Power Cost Equalization Funding Formula ReviewFay, Ginny; Meléndez, Alejandra Villalobos; Schwörer, Tobias (Institute of Social and Economic Research, University of Alaska Anchorage, 2012-03)The purpose of this study is to examine the current Power Cost Equalization (PCE) program formula’s impacts on incentives for implementation of energy efficiency and renewable energy measures. In addition, it examines if alternative formula structures might improve market signals that are more conducive to investment in energy efficiency and renewable energy in rural Alaska. As part of the analysis we also present information on the history of the PCE program and levels and patterns of electricity consumption across regions of Alaska. Alaska has large regional and intra-regional differences in energy consumption and prices that result from a number of factors including proximity to different types and quantities of resources, community population, remoteness, and transportation costs. Most communities in rural Alaska depend on volatile and high priced fossil fuels for the generation of electricity, space heating and transportation.

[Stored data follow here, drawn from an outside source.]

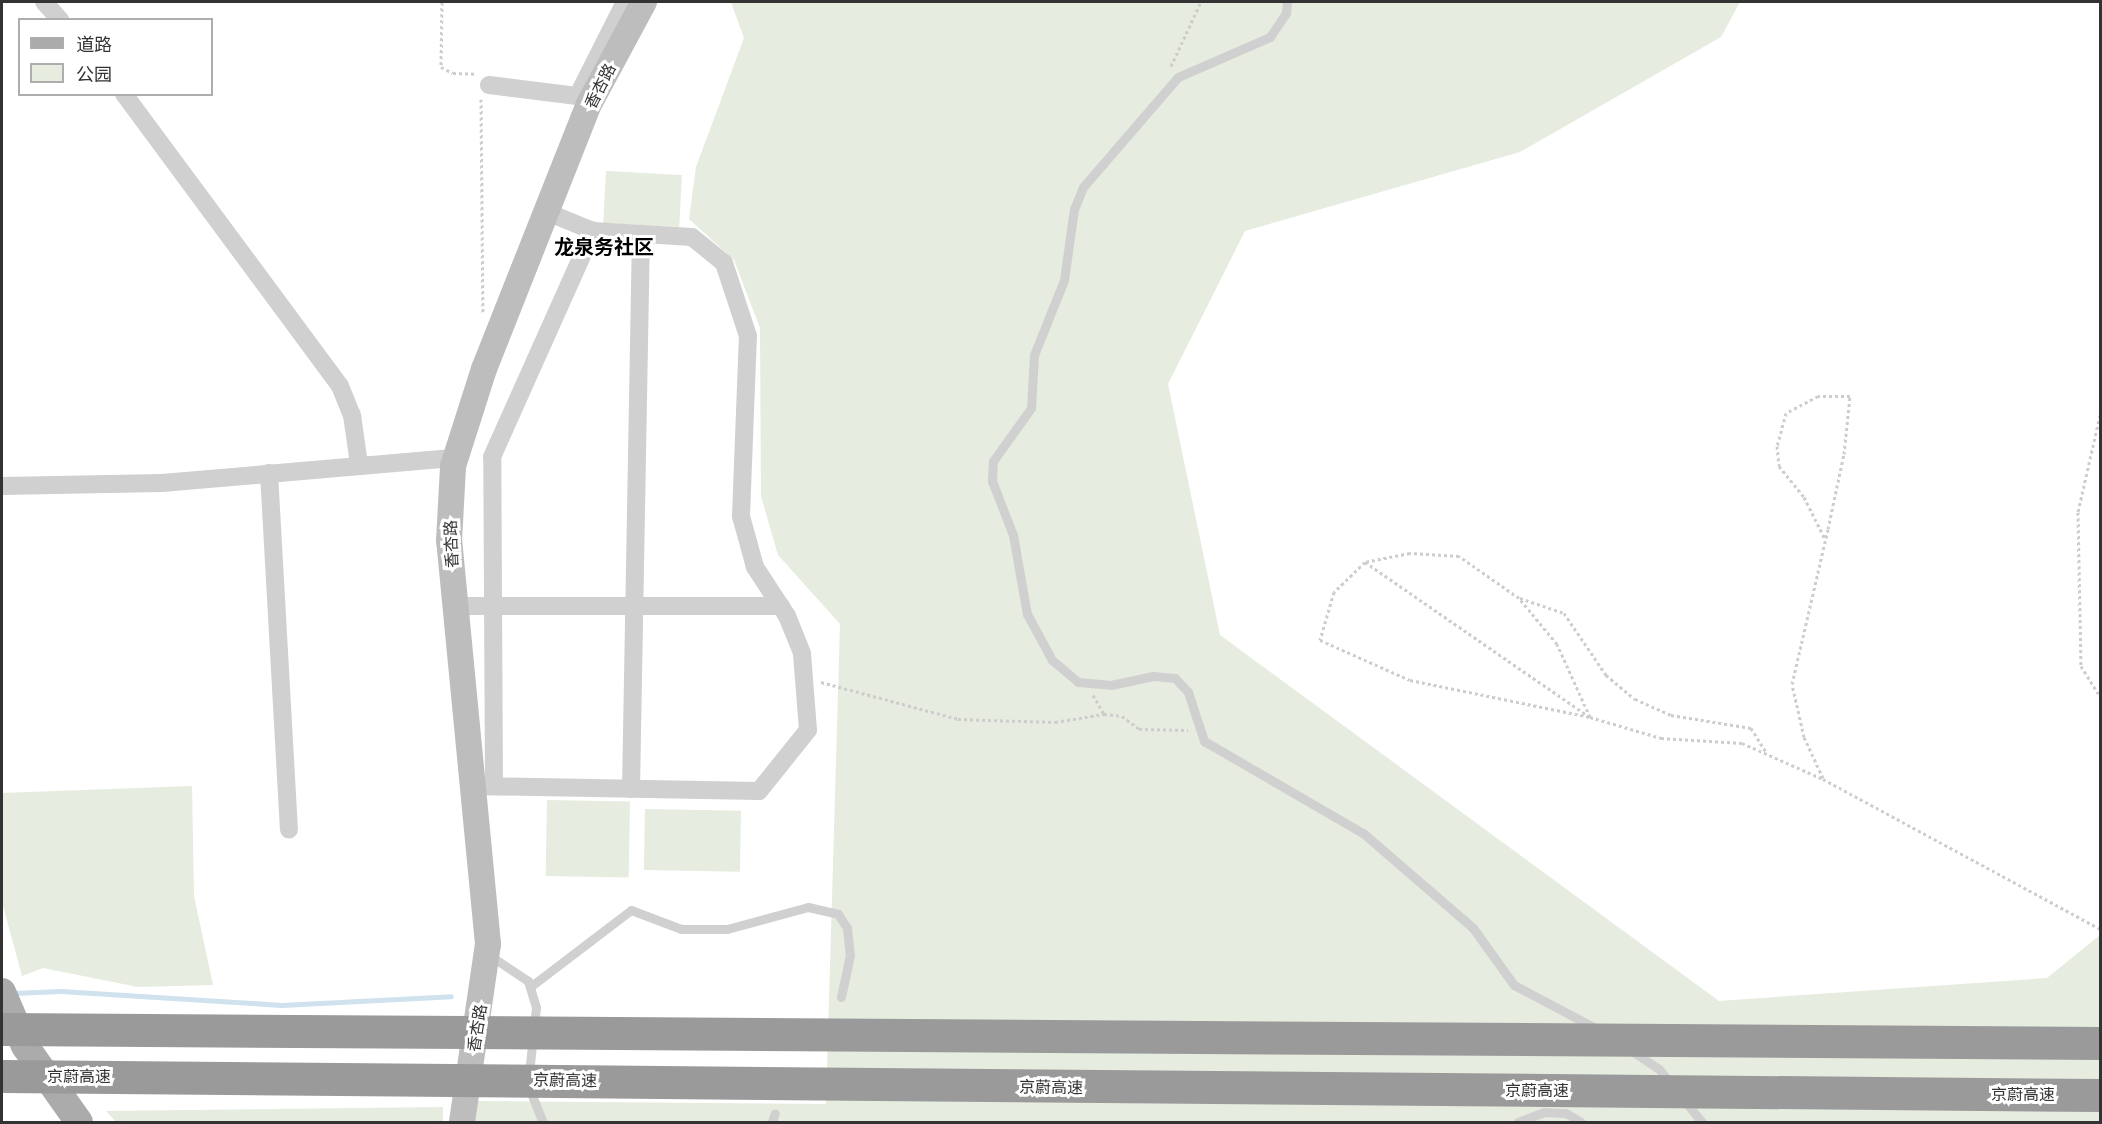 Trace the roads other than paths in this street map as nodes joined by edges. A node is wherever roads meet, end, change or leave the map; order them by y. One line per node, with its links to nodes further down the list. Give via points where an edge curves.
1 (44, 2): 5 (street)
2 (625, 2): 8 (street)
3 (644, 2): 8 (street, 香杏路)
4 (1287, 2): 36 (lane, via 1286,13 1270,37 1174,82 1083,187 1074,209 1064,280 1034,355 1031,408 993,461 992,481 1013,535 1027,614 1052,660 1087,685 1153,676 1175,678 1188,692 1204,741 1364,833 1473,928 1514,985 1572,1013 1659,1069)
5 (58, 18)
6 (489, 85): 8 (street)
7 (125, 96): 13 (street, via 340,386 352,415)
8 (585, 96): 9 (street, 香杏路)
9 (547, 212): 10 (street); 12 (street, 香杏路, via 484,369)
10 (593, 231): 11 (street); 18 (street, via 492,458)
11 (641, 234): 17 (street, via 692,237 724,263 730,278 748,336 741,516 755,567); 19 (street)
12 (456, 458): 13 (street); 16 (street, 香杏路, via 448,541)
13 (359, 464): 14 (street)
14 (269, 473): 15 (street, via 162,483); 22 (street)
15 (2, 486)
16 (455, 606): 18 (street); 20 (street, 香杏路)
17 (781, 606): 19 (street); 21 (street, via 802,653 808,730 759,790)
18 (494, 607): 19 (street); 20 (street)
19 (634, 607): 21 (street)
20 (484, 786): 21 (street); 23 (street, 香杏路)
21 (631, 789)
22 (289, 829)
23 (487, 954): 24 (lane, via 528,981); 32 (street, 香杏路)
24 (530, 987): 26 (lane, via 631,910 681,929 727,928 808,907 838,914 847,928 850,955); 33 (lane, via 536,1007 528,1063 530,1093)
25 (2, 992): 27 (main road)
26 (841, 997)
27 (13, 1037): 28 (highway, bridge); 31 (main road)
28 (2100, 1042)
29 (2, 1076): 30 (highway, 京蔚高速, bridge)
30 (2100, 1095)
31 (79, 1122)
32 (462, 1122)
33 (543, 1122)
34 (1518, 1122): 35 (lane, via 1544,1112 1566,1113)
35 (1581, 1122)
36 (1702, 1122)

The Alaska statewide weighted average residential rate for electricity (17.6 cents per kWh in CY2011) is substantially higher than the U.S. average of 11.8 cents per kWh (U.S. EIA, 2012). Yet in Alaska the average residential rate per kWh is currently lower than in Hawaii (34.5 cents), New York (18.4 cents) and Connecticut (18.1 cents). Hidden in the Alaska statewide average is considerable variation with some communities paying less than the national average and some—generally those least able to afford it—paying among the highest in the country. The Railbelt and Southeast regions have the lowest average residential electric rates (Appendix I map). North Slope residential customers also have lower average rates because of access to natural gas and North Slope Borough energy payments in addition to PCE disbursements. Most other regions have rates two to three times as high as Alaska urban rates. Some communities with hydroelectric power have notably low rates but customers are not paying the full, true cost of power because the cost of construction was heavily subsidized by state and federal governments. In Table 3 (p. 20) we present average annual residential electricity consumption and rates for different regions of Alaska.